Die Spielarten sind fließend
Egal, ob es sich um EQ handelt, wo die kühle Reduktion den Ton angibt oder um Maybach, der seine Gäste mit opulentem Luxus umgarnen will. Beim EQ spielen die Designer noch konsequenter mit den nahtlosen Übergängen in den Flächen. Keine Kanten soll die fließende Form stören. Türgriffe verschwinden und damit der EQ auch als Mercedes erkannt wird, erhält er den typischen Kühlergrill. Der stellt sich allerdings als aus dem Hintergrund beleuchtet dar. In diese verglaste Fläche ist auch der Mercedes-Stern integriert. Im Innenraum wird weitgehend auf Knöpfe und Schalter verzichtet. Intuitive Bedienflächen sollen hier zukunftsweisend sein, Akzente in Roségold eine warme Atmosphäre schaffen und gleichsam den Übergang von analoger und digitaler Welt herstellen.

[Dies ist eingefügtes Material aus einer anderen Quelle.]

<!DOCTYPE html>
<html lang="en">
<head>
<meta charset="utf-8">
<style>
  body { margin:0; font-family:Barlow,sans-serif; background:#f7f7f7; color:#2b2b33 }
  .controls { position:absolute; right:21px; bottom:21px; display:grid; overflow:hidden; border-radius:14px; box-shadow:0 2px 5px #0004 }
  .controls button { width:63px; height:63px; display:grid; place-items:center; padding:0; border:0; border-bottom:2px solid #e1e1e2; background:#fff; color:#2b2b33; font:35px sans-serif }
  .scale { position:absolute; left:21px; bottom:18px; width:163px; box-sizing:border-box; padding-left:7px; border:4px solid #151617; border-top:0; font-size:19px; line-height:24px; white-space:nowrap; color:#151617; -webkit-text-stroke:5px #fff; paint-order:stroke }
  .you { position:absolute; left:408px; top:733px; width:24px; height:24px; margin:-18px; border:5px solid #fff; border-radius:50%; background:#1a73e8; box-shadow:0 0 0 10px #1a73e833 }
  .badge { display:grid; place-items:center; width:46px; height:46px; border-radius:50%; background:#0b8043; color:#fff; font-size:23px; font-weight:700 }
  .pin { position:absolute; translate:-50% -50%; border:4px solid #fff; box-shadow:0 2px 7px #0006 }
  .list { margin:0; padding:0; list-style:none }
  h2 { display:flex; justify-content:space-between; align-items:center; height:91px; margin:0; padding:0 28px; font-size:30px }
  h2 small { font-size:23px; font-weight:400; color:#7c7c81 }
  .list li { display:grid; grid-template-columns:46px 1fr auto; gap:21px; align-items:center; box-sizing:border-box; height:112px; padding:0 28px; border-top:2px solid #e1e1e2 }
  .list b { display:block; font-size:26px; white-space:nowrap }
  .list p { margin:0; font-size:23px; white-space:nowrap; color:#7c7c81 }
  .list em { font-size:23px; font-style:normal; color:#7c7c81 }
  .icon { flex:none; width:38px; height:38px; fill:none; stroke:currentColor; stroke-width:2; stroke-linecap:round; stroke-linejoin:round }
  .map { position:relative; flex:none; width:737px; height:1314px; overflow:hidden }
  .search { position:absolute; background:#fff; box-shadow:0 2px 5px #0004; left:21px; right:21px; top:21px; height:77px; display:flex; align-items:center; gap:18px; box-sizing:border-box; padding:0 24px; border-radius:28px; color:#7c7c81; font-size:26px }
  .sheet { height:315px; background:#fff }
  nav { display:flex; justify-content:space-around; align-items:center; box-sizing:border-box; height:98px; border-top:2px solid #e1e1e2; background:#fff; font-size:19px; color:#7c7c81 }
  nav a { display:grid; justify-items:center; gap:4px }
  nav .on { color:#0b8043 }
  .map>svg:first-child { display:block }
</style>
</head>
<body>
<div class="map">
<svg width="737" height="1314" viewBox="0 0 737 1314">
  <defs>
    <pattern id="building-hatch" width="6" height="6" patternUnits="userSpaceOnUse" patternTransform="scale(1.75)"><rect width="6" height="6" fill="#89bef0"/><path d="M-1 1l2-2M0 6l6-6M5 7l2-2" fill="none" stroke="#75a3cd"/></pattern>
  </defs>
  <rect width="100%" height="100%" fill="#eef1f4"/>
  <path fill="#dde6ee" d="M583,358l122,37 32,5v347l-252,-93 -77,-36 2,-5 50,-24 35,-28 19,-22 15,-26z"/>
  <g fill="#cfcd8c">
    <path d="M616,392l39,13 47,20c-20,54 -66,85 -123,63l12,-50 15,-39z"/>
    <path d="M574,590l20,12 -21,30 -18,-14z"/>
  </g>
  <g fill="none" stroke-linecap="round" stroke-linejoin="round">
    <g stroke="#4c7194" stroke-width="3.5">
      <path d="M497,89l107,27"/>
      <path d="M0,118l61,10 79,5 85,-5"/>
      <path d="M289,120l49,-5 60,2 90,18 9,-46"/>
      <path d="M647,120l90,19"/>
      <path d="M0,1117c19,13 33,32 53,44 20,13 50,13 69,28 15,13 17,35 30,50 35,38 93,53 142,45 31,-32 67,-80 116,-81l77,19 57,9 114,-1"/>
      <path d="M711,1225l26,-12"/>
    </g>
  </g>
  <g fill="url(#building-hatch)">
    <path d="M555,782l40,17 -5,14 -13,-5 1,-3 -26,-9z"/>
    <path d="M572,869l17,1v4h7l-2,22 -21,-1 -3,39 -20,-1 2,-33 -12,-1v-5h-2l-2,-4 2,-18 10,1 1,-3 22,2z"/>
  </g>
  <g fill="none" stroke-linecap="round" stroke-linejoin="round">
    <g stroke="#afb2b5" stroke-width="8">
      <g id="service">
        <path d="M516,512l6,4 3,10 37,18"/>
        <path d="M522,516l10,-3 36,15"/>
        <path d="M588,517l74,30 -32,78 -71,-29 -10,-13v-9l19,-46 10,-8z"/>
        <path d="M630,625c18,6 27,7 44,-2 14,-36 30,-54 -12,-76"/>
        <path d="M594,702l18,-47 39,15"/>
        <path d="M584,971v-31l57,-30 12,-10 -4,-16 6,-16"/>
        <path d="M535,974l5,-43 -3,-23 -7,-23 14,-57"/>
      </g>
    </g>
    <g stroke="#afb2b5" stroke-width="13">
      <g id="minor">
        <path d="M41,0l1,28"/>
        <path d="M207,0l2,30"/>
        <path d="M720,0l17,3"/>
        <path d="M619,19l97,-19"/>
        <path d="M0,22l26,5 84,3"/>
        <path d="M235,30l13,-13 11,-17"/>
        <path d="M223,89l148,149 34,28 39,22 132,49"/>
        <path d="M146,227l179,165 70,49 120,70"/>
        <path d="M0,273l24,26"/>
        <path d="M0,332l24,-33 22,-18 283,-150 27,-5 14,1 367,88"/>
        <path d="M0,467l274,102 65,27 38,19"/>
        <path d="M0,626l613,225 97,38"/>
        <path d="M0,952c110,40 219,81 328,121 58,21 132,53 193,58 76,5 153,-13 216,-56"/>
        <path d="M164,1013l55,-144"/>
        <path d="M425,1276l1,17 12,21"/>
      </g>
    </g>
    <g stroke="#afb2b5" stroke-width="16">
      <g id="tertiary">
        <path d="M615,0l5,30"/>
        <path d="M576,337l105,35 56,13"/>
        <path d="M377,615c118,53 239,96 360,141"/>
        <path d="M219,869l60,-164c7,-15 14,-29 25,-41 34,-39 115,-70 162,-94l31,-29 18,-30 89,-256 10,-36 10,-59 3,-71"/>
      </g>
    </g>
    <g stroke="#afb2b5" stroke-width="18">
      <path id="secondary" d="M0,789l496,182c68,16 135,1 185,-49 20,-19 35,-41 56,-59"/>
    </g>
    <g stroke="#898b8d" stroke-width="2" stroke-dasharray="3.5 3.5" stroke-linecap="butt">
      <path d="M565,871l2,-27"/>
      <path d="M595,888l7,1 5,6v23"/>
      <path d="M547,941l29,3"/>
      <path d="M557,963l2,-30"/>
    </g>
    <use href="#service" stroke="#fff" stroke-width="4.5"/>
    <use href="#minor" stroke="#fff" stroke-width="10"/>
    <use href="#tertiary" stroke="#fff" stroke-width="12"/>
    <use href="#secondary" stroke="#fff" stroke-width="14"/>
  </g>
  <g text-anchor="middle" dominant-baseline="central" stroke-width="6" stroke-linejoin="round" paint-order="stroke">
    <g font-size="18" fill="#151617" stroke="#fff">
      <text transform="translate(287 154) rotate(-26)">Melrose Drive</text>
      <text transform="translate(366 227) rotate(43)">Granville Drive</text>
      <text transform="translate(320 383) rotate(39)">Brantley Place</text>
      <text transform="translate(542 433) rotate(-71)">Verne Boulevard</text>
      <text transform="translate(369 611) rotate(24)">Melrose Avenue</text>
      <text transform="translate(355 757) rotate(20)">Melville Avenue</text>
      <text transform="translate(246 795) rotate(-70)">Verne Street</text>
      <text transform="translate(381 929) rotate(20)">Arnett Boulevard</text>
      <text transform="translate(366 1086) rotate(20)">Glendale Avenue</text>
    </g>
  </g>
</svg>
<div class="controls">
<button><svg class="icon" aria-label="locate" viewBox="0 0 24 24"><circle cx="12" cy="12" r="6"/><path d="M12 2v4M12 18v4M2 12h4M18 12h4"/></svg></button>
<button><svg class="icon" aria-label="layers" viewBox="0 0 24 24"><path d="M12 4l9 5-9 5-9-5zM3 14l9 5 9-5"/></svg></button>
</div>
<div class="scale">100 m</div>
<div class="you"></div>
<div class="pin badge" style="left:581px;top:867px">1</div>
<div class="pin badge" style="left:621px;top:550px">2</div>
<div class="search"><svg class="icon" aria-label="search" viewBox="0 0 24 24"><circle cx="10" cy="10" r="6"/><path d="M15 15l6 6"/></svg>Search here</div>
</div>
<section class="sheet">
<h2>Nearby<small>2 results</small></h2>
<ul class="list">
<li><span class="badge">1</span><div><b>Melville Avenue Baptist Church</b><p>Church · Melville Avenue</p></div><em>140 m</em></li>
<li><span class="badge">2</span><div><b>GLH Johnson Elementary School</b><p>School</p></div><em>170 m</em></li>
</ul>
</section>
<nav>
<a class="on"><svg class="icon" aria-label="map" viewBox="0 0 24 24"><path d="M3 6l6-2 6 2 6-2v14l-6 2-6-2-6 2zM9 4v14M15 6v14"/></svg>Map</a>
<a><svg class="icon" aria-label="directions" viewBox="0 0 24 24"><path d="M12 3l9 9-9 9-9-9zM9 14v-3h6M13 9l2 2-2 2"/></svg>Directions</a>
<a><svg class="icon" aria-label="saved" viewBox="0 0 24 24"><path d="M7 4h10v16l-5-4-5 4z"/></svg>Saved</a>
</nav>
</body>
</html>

Bleibt noch die Welt des ultimativen Luxus im Maybach. Die Studie der bereits auf der Messe in Peking vorgestellten SUV-Limousine ist der Mercedes im Nadelstreifenanzug. Neben schierer Größe setzen die Designer hier auf reichliche Chrome-Einlagen, nahtlose Flächen und im Innenraum auf helles Leder, Glas und viel, sehr viel Rosé-Gold. Im Detail finden sich die Nadelstreifen im Kühlergrill mit seinen feinen, nach oben sich etwas verdickenden Streben wieder, Chrome-Applikationen ziehen sich über die gesamte Fläche der ebenfalls sickenfreien Außenhaut.

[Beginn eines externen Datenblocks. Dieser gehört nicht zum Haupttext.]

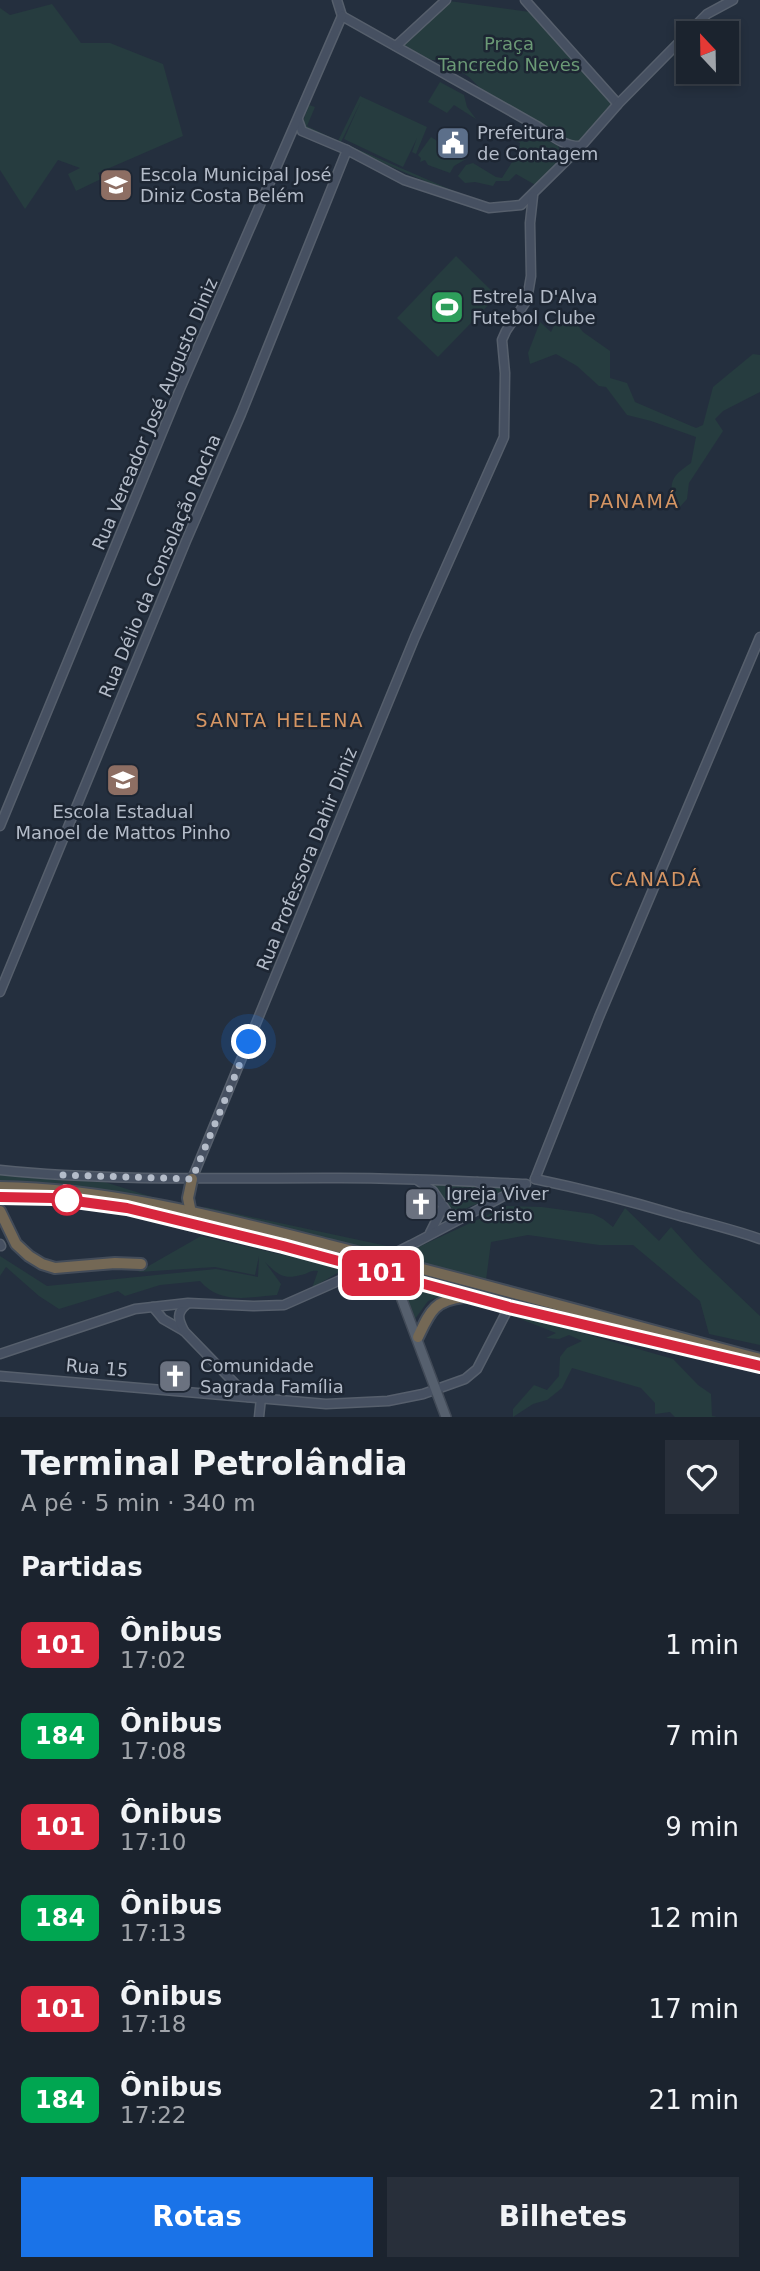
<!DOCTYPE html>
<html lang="pt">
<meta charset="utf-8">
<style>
:root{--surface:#1b232e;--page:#282f3a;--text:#f1f3f6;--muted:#a0a4aa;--line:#39404a;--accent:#1a73e8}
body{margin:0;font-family:"DejaVu Sans",sans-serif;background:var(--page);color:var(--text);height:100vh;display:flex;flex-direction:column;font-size:26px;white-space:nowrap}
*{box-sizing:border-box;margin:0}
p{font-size:23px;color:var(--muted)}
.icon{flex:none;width:38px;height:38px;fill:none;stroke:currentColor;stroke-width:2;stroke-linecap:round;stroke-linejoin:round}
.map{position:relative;height:1417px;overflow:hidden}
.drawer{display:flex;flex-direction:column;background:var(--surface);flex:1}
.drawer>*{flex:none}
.badge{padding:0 14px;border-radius:10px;font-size:24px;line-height:46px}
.needle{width:46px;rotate:338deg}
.fabs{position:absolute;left:676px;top:21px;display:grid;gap:14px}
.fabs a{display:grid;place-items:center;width:63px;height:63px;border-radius:0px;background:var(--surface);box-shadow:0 4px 10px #0003,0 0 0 2px var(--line);font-size:35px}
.you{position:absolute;width:35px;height:35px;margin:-18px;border:5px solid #fff;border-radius:50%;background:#1a73e8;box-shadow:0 0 0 10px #1a73e833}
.map>.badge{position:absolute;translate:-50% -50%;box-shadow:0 0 0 4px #fff}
h2{padding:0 21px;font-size:26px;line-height:63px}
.round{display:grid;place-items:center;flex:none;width:74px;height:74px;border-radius:0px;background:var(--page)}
.head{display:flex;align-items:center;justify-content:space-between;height:119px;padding:0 21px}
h1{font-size:33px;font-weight:700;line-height:52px}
.button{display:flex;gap:14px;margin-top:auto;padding:14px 21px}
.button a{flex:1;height:80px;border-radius:0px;background:var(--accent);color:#fff;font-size:28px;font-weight:700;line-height:80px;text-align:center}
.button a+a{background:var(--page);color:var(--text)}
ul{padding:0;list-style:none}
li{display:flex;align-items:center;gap:21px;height:91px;padding:0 21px}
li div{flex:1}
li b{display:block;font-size:26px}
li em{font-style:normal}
li .badge{min-width:77px;font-weight:700;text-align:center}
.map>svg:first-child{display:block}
.green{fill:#263c3f}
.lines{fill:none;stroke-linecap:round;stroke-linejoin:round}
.secondary-casing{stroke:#565f6c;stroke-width:11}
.primary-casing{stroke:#414a57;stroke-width:12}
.highway-casing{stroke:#434c59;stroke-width:14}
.secondary{stroke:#465061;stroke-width:8}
.primary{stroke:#56606e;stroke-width:9}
.highway{stroke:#746855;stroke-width:10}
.secondary-bridge-casing{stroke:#565f6c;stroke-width:11;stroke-linecap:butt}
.secondary-bridge{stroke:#465061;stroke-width:8}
.line-casing{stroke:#fff;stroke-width:16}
.line{stroke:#d7263d;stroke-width:10}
.walk{stroke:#b4bcc9;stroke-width:7;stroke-dasharray:0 12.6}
.stop-dot{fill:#fff;stroke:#d7263d;stroke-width:3.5}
.labels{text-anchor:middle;stroke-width:5;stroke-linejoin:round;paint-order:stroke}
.park-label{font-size:18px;fill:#6b9a76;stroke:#1d2633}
.poi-label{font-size:18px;fill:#b4bcc9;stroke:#1d2633;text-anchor:start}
.street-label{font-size:18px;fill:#b4bcc9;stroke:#1d2633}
.neighbourhood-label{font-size:19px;letter-spacing:2px;fill:#d59563;stroke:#1d2633}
</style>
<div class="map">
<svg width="760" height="1417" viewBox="0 0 760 1417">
<rect width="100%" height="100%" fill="#242f3e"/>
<g class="green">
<polygon points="449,1 530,12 610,97 614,107 581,143 571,141 480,88 469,77 442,60 431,60 402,44"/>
<polygon points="52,4 81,43 110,43 163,64 183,136 98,173 101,179 76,191 68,174 80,168 58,160 25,209 0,170 0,8 10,15"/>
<polygon points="440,82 464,95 467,107 476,119 454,105 447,113 428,102"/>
<polygon points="360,96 427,127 416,154 412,152 417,138 403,167 344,139 361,101 341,142 456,192 455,194 306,130 302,124 309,105 315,107 307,126 338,141"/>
<polygon points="492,129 513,132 526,129 535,135 527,140 513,140 527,142 538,135 558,146 562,156 539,187 516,174 509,181 496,181 493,186 475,182 465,183 458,176 466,165 473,163 496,177 502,178 519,151 520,143"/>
<polygon points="431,137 466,159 454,166 450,173 428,165 425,160 420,162 421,158 418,155"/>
<polygon points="456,256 497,296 438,357 397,318"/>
<path d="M561,311L572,318L583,332L610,351V378L627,383L635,402L696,428L703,425L713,387L753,354L760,355V392L723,411L715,419L723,431L689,483L687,499L678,509L672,506C671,481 669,478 691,463L696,437L651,421L627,415L606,387L599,386L577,366L556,354L530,364L528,353L540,322L551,332Z"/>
<polygon points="0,1172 95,1179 165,1201 110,1193 0,1185"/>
<path d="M425,1180L515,1184C503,1190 463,1214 452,1210C442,1205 432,1189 425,1180Z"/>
<polygon points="507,1206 542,1207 593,1214 603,1219 613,1227 625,1208 659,1241 671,1227 698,1257 760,1316 760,1345 709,1334 700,1301 633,1245 599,1245 528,1235 491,1242 486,1280 397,1257"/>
<polygon points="205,1207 387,1246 373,1254 203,1212"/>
<path d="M201,1236L344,1269L312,1288L318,1271C310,1270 308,1274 301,1275C283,1280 277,1274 265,1262L281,1284L277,1295C250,1297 220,1305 200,1281L160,1285L125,1296L118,1291L59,1309L39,1296L6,1267L0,1276V1256L47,1286L216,1269L258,1277L259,1256L255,1275L215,1267L138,1272Z"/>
<polygon points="402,1286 441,1296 428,1301 415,1319"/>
<polygon points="516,1314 673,1359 698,1385 711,1394 712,1416 717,1417 675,1417 670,1412 655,1414 655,1403 641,1388 572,1368 562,1388 547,1400 533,1404 513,1417 513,1409 534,1385 547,1390 559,1376 560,1357 567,1348 582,1341 569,1335 559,1339 546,1338 556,1333 513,1316"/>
</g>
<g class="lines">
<g class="secondary-casing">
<g id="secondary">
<polyline points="337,0 342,16"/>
<polyline points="525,0 618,104"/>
<path d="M342,16L537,126C551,135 564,147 581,146"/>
<polyline points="396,46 446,0"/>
<polyline points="298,120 302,131 347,150 404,180 489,208 521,205 582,145 618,104 707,14 733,0"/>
<polyline points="0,826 180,389 342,16"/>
<polyline points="0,992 186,541 241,414 347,150"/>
<path d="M0,1170C108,1181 216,1178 324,1178C392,1177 459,1181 526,1184"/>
<polyline points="192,1179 415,637 504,437 505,373 502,340 506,331 527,300 531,276 530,223 533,196"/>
<polyline points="535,1179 599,1017 760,637"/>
<path d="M535,1179C583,1189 630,1201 677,1215C705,1223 732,1229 760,1239"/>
<polyline points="417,1180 433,1191 448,1213 461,1217"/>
<polyline points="477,1182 484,1186 488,1191 486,1205"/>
<polyline points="430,1233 443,1207"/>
<polyline points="0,1244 1,1246"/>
<polyline points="411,1245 523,1186"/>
<polyline points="153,1307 163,1319 184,1331 248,1397"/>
<path d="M184,1331C178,1319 176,1313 187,1304"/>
<polyline points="0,1354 135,1309 188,1303 253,1306 284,1305 345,1278"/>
<polyline points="0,1376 326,1404 388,1401 423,1394 465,1379 477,1369 509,1307"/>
<polyline points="259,1417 261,1398"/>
</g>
</g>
<g class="primary-casing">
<polyline id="primary" points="383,1274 398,1289 446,1417"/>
</g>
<g class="highway-casing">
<g id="highway">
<path d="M0,1187C112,1189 221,1218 329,1245C473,1281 616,1321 760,1359"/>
<polyline points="0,1197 53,1198 127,1208 283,1246 509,1307 760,1366"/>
<polyline points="0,1211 16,1244 29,1256 42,1264 55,1268 115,1263 141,1264"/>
<polyline points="191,1213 188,1198 192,1179"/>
<path d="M418,1337C430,1312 434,1300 464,1297"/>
</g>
</g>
<use href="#secondary" class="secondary"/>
<use href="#primary" class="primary"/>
<use href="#highway" class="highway"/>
<g class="secondary-bridge-casing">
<polyline id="secondary-bridge" points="345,1278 411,1245"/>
</g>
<use href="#secondary-bridge" class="secondary-bridge"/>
</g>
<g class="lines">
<g class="line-casing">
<polyline id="line" points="0,1197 53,1198 127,1208 283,1246 509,1307 760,1366"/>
</g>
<use href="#line" class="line"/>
<polyline class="walk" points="67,1200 63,1175 192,1179 249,1042"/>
</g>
<defs>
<g id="civic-square" transform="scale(1.75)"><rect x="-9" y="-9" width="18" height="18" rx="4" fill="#5c6f8a" stroke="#1d2633"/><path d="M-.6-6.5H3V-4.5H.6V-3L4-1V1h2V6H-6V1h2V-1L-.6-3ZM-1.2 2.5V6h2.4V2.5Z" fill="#fff"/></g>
<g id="school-square" transform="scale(1.75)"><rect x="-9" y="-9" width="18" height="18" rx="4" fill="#8d6e63" stroke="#1d2633"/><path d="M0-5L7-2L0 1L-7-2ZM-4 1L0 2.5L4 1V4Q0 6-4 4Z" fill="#fff"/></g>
<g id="stadium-square" transform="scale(1.75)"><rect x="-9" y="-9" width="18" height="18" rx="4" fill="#2e9e5b" stroke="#1d2633"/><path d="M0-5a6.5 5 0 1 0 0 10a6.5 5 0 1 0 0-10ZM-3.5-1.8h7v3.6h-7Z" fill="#fff"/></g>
<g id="church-square" transform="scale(1.75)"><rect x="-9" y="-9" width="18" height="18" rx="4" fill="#6b7280" stroke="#1d2633"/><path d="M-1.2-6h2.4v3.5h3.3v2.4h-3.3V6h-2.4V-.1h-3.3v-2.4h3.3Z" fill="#fff"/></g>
</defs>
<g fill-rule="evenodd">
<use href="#civic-square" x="453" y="143"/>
<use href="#school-square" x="116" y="185"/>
<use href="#stadium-square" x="447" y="307"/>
<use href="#school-square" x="123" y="780"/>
<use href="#church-square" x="421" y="1204"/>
<use href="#church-square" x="175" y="1376"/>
</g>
<circle class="stop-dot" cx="67" cy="1200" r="14"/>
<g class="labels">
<g class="park-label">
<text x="509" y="50">Praça<tspan x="509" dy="21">Tancredo Neves</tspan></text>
</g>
<g class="poi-label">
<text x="477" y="139">Prefeitura<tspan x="477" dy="21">de Contagem</tspan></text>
<text x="140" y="181">Escola Municipal José<tspan x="140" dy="21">Diniz Costa Belém</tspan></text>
<text x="472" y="303">Estrela D'Alva<tspan x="472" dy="21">Futebol Clube</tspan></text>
<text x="123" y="818" text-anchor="middle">Escola Estadual<tspan x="123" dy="21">Manoel de Mattos Pinho</tspan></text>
<text x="446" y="1200">Igreja Viver<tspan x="446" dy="21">em Cristo</tspan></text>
<text x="200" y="1372">Comunidade<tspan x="200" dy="21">Sagrada Família</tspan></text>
</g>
<g class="street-label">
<text transform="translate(155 414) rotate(-67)" y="6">Rua Vereador José Augusto Diniz</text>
<text transform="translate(160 566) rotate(-67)" y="6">Rua Délio da Consolação Rocha</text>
<text transform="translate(307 859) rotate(-68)" y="6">Rua Professora Dahir Diniz</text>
<text transform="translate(97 1368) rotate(5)" y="6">Rua 15</text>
</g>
<g class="neighbourhood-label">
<text x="634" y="508">PANAMÁ</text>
<text x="280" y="727">SANTA HELENA</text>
<text x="656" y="886">CANADÁ</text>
</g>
</g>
</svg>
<div class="fabs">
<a><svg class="needle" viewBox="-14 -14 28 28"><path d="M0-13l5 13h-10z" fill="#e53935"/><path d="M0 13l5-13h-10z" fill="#a0a4aa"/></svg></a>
</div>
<div class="you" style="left:249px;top:1042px"></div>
<b class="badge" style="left:381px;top:1273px;background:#d7263d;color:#fff">101</b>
</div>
<section class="drawer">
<div class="head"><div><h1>Terminal Petrolândia</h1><p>A pé · 5 min · 340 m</p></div><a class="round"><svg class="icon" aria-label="heart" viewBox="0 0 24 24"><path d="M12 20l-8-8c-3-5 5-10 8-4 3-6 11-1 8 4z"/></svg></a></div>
<h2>Partidas</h2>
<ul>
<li><span class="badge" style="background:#d7263d;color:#fff">101</span><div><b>Ônibus</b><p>17:02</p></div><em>1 min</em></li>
<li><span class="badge" style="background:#00a651;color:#fff">184</span><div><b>Ônibus</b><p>17:08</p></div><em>7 min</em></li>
<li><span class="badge" style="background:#d7263d;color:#fff">101</span><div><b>Ônibus</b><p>17:10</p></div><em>9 min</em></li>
<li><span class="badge" style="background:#00a651;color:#fff">184</span><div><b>Ônibus</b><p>17:13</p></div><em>12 min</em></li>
<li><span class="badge" style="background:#d7263d;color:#fff">101</span><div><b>Ônibus</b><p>17:18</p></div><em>17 min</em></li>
<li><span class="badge" style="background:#00a651;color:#fff">184</span><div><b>Ônibus</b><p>17:22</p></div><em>21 min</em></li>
</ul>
<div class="button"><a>Rotas</a><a>Bilhetes</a></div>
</section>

Am Ende fällt es nicht schwer, die Gemeinsamkeiten der Konzepte zu finden: überspannende Flächen, Reduktion im Innenraum, Konzentration auf das Wesentliche, das Zusammenspiel von analoger und digitaler Welt und die Möglichkeit zur Individualisierung. Dass die Grenzen zwischen den Konzepten nicht starr, sondern fließend sind, wird noch an zwei anderen Dingen deutlich. Im EQ zeigen die Lüftungsdüsen in Form eines Farbwechsels von Rot zu Blau an, ob geheizt oder gekühlt wird. Ein Feature, das in die neue A-Klasse bereits eingezogen ist. Genau wie die Gestaltung der Grafiken auf den großen, flächigen und scheinbar schwebenden Touchscreens.
Idee für neuen GLE liefert Maybach-Studie
Aber die Studien verraten noch mehr über Kommendes. Zum Beispiel findet sich im Maybach die Idee für das Interieur des neuen GLE und damit auch GLS. Anders als in der S- und E-Klasse stehen die zwei großen Bildschirme nicht mehr völlig frei auf dem Dashboard, sondern werden von recht erhabenen Lüftungsdüsen umspannt. )Wobei nur die linke funktionabel ist, die rechte dient der Symmetrie.) Die darunter liegenden Luftausströmer sind, wie im Maybach, nicht mehr rund, sondern eckig. Auch die mächtigen Handriffe an der Mittelkonsole werden sich in der neuen E-Klasse wiederfinden. Anders als im Maybach sind Schalter im großen SUV der Stuttgarter noch nicht verschwunden. Allerdings ist die Schalterleiste mit durchsichtigen, fast gläsern wirkenden und hinterleuchteten Tasten besetzt. Den Cupholder und ein schräges Ablagefach mit Induktionsfeld, das es zulässt, das Display im Blick zu behalten, wird auf Wunsch von einem in Echtholz gehaltenen Schiebefach überspannt. Der Gangwahlhebel, der mercedestypisch dort ist, wo andere Hersteller den Scheibenwischer bedienen, ist nicht so filigran wie in der neuen A-Klasse, zeichnet aber mit Chromstreifen deren schlanke Konturen nach.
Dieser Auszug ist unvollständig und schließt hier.